» **TASK DETAILS**: Please take the records that follow and repeat exactly the lines starting with the line with "middle mcp: (229, 205)" and going on through the line with "pinky pip: (425, 120)".

» **Human pose images with coordinates**:

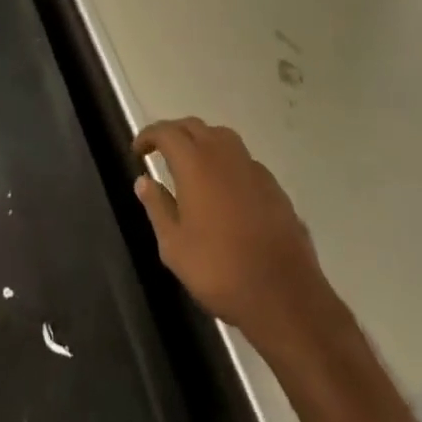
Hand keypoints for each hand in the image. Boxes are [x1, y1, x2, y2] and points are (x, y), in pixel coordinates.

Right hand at [133, 118, 328, 342]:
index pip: (167, 132)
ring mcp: (252, 167)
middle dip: (173, 133)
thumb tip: (143, 181)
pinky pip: (241, 160)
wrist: (284, 294)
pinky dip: (225, 162)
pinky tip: (223, 189)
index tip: (137, 150)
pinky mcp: (273, 185)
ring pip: (221, 137)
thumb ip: (157, 207)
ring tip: (190, 165)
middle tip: (159, 152)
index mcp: (195, 163)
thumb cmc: (220, 270)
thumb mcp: (174, 246)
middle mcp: (224, 154)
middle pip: (194, 126)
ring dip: (201, 141)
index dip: (149, 136)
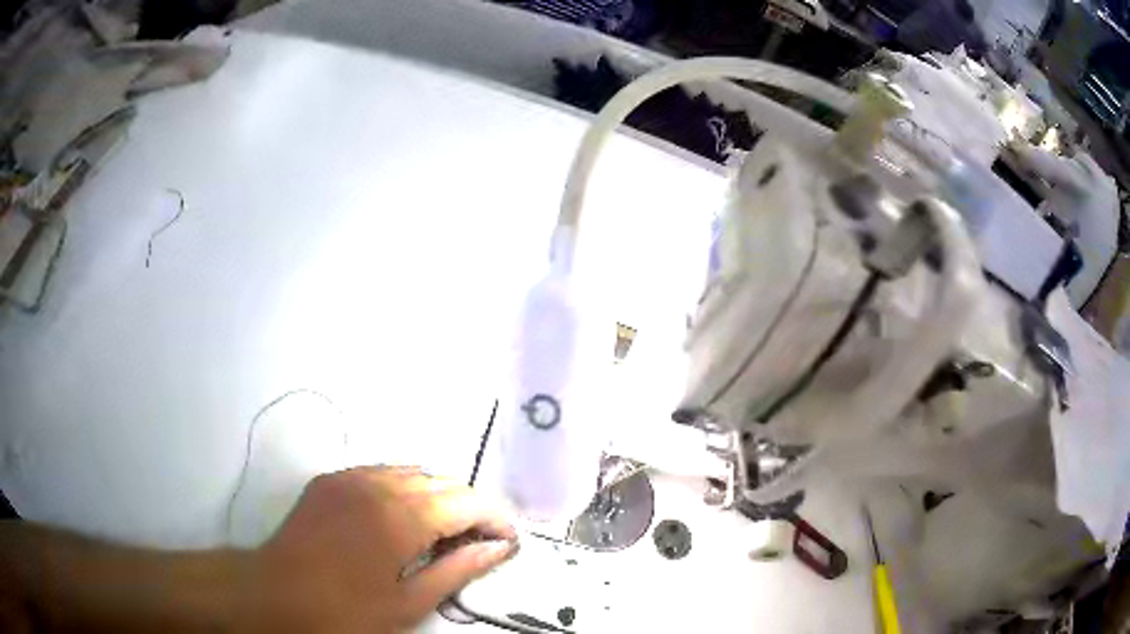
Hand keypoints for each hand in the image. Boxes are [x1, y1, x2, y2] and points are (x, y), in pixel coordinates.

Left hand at [248, 466, 517, 632]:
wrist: (274, 593)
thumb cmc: (345, 610)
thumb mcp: (408, 602)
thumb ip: (457, 570)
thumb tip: (499, 548)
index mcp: (401, 517)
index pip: (467, 501)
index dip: (495, 518)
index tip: (508, 541)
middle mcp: (380, 483)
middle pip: (443, 481)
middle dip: (470, 507)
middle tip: (477, 542)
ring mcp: (351, 476)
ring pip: (413, 472)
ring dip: (438, 496)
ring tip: (443, 530)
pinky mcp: (332, 479)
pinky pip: (382, 472)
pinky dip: (405, 489)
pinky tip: (402, 517)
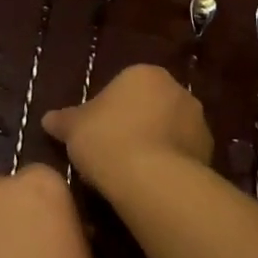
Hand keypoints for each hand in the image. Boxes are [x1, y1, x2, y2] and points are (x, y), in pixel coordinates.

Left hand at [0, 165, 98, 257]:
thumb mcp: (87, 250)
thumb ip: (69, 226)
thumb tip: (62, 230)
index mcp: (42, 182)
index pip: (43, 177)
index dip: (49, 202)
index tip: (57, 225)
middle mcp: (1, 188)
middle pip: (8, 191)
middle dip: (16, 211)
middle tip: (30, 245)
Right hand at [43, 63, 211, 187]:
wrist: (152, 179)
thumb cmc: (107, 140)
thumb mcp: (73, 129)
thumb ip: (62, 120)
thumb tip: (47, 119)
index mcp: (144, 74)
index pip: (124, 87)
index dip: (108, 110)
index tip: (96, 134)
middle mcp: (177, 90)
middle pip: (150, 106)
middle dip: (135, 124)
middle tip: (112, 152)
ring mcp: (198, 121)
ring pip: (169, 130)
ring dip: (155, 144)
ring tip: (132, 173)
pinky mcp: (209, 152)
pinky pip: (182, 154)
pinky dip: (169, 165)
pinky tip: (151, 184)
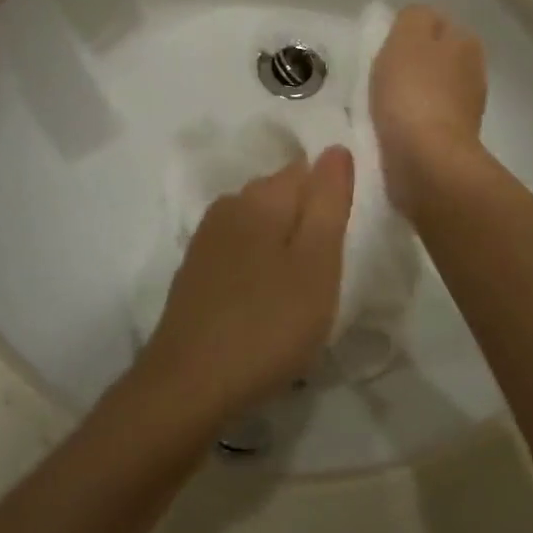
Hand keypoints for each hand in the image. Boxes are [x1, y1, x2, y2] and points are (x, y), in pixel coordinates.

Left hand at [136, 148, 355, 426]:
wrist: (189, 384)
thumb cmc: (268, 324)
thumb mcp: (317, 263)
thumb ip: (329, 202)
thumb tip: (335, 148)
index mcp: (260, 197)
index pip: (306, 169)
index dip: (331, 197)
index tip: (343, 239)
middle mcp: (229, 205)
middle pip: (281, 194)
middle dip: (307, 219)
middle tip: (328, 270)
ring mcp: (207, 239)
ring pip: (260, 224)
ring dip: (284, 244)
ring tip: (302, 289)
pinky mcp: (196, 271)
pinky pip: (240, 250)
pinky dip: (260, 265)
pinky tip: (267, 300)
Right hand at [370, 5, 487, 217]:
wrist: (426, 161)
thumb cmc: (412, 92)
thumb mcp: (407, 37)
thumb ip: (413, 17)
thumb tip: (416, 22)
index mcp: (465, 42)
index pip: (432, 23)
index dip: (405, 33)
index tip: (381, 50)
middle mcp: (473, 71)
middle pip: (432, 57)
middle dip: (410, 64)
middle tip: (378, 77)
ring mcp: (466, 109)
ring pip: (429, 89)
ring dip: (408, 95)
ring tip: (379, 107)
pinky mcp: (453, 140)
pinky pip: (425, 120)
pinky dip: (410, 122)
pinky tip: (390, 130)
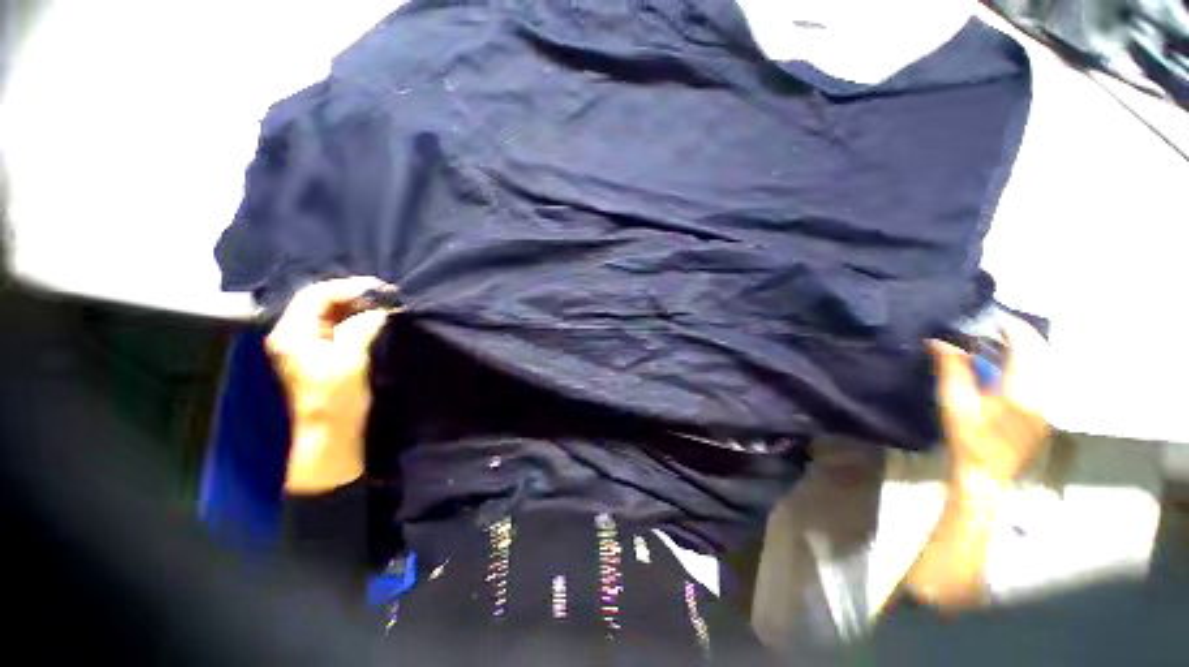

» **SOLUTION FOR THIS EXERCISE**:
middle mcp: (229, 205)
middle pip: (281, 194)
middle dip: (307, 219)
middle tip: (328, 270)
ring mcp: (207, 239)
ring pip: (260, 224)
ring dip: (284, 244)
ring tip: (302, 289)
pinky mcp: (196, 271)
pinky pip: (240, 250)
pinky dip: (260, 265)
pinky tip: (267, 300)
Right hand at [370, 5, 487, 217]:
wrist: (426, 161)
thumb cmc: (412, 92)
thumb mcp: (407, 37)
thumb ip: (413, 17)
thumb tip: (416, 22)
index mcp: (465, 42)
index pip: (432, 23)
index dip: (405, 33)
index tip: (381, 50)
middle mcp: (473, 71)
middle pip: (432, 57)
middle dip: (410, 64)
middle tip: (378, 77)
ring mcp: (466, 109)
ring pip: (429, 89)
ring dip: (408, 95)
ring tip: (379, 107)
pinky mcp: (453, 140)
pinky pip: (425, 120)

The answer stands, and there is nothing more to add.